When he shrugged, he overbalanced and wobbled. I grabbed his biceps. “Cooper?”

“Yeah, I’m good.” But he didn’t look at me. His blue eyes stared at something, maybe nothing, behind me.

“I’m so sorry you saw that. Maybe Jamila isn’t it for you, but you’ll find someone.” Why hadn’t I just left him in the living room while I fetched the water? I tightened my grip on his arms to prove to him how serious I was—or to ensure we both remained upright. “You’re gorgeous, smart, successful. I know the right woman is out there for you.”

His eyes were red-rimmed and bloodshot, and he smelled like orange soda and tequila. Still, he was the most beautiful man I’d ever met. Even young Harrison Ford could only wish to look as good in a Han Solo costume.

He looked at me, his blue gaze hot as a gas flame. “Maybe she’s been right here all along.” And he leaned forward and kissed me.

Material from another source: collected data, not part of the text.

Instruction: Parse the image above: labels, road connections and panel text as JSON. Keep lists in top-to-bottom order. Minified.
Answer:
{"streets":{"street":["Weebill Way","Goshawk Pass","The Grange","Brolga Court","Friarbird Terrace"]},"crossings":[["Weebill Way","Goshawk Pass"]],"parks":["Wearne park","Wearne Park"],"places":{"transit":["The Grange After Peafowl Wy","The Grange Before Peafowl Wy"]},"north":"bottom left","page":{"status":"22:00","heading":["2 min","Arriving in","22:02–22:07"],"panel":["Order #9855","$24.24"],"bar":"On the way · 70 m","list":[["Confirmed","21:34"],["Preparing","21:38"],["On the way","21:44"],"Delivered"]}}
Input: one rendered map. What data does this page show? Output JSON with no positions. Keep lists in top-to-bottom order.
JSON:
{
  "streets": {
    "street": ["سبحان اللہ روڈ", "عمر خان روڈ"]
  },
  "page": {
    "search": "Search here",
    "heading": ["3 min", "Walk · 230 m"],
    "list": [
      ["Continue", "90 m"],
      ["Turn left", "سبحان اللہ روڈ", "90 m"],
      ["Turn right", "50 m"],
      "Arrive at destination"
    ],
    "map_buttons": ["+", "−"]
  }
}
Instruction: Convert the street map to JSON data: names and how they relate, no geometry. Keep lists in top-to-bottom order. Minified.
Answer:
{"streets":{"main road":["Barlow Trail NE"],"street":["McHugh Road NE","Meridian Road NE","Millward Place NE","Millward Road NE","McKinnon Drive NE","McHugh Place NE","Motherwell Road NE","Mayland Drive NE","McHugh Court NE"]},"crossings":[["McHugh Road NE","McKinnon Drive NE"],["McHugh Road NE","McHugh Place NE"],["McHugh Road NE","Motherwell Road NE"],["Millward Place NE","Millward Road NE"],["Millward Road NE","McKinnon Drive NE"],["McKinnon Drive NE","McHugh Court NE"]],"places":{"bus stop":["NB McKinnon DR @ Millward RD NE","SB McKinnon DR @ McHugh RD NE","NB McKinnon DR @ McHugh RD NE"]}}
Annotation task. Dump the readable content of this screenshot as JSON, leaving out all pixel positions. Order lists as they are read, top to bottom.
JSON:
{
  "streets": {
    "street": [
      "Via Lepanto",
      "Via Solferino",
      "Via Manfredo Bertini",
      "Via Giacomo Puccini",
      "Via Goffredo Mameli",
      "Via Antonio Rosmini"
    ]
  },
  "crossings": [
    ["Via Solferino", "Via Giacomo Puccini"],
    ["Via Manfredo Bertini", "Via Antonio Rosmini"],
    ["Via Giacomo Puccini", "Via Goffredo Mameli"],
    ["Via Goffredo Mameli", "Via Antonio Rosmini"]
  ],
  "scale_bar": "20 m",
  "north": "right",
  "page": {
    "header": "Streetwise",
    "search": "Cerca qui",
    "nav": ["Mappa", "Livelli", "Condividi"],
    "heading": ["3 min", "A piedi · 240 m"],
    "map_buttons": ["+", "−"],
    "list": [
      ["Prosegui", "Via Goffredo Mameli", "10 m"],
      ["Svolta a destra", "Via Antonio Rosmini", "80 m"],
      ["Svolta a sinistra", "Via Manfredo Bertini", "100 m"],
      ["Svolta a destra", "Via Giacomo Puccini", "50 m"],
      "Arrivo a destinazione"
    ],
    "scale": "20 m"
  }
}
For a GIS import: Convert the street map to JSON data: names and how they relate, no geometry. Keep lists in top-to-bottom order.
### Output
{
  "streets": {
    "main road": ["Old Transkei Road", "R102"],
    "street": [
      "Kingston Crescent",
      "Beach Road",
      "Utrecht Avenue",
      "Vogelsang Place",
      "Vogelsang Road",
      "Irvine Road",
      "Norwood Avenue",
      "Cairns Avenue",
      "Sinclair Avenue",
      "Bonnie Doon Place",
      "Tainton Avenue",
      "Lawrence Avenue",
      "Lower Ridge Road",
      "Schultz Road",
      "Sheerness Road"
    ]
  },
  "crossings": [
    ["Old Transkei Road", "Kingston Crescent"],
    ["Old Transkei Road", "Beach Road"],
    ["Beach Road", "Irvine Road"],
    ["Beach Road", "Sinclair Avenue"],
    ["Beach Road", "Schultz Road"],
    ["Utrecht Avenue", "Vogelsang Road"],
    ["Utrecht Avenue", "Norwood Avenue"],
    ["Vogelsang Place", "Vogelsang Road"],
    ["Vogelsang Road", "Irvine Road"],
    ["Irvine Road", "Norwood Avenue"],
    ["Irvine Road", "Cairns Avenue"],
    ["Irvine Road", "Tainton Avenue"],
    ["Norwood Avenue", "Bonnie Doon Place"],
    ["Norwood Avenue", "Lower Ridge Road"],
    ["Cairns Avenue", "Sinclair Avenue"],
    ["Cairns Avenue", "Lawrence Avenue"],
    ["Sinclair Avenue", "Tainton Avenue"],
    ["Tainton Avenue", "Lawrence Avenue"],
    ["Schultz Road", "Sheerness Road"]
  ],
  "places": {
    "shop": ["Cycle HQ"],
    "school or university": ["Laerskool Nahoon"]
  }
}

I’d dreamed of this moment. I’d built it up, embroidered it in my imagination so that I anticipated the tingle that would follow the warm brush of his lips over mine. I prepared to swoon from the hot rush of blood from my brain to my soon-to-be-throbbing lady parts. I gripped his arms, preparing for my knees to weaken.

But it was only a kiss. Orange punch–scented. Closed-mouth. A press of lips. Nothing hard pushed against my hip except his plastic lightsaber. No angels sang. No tingle. No clench in my core. No pulse rushing in my ears. Zero sparks.

For the first time in three years, my heart didn’t thump at Cooper’s nearness. My fingertips didn’t go numb, and my breath didn’t quicken.

I truly wanted him to find someone special. Someone who’d set his heart on fire, someone who’d make him long for her the way I’d longed for him for three years. And, even in my alcoholic haze, I knew that person wasn’t me.

And I deserved someone who wanted me, who loved me back, who made me freaking tingle. Who, when we were together, made the world narrow to us two, blurring the world around us.

If that had happened when Cooper kissed me, I wouldn’t have heard the sound.

A squeak on hardwood. A squeak I knew.

I pulled away from Cooper and looked toward the doorway just in time to catch the flash of a princely boot sole.Great Galileo.

My hands still rested on Cooper’s arms, and I shook him. Gently. Orange punch barf would be hard to get out of my white gown.

“Hey. Are you okay?” I needed to talk to Tyler, explain what he’d seen. That hadn’t been a no-big-deal squeak. If a boot squeak could be angry, that one had been.

“No,” he groaned and slumped back against the washing machine, his normally tan skin pallid.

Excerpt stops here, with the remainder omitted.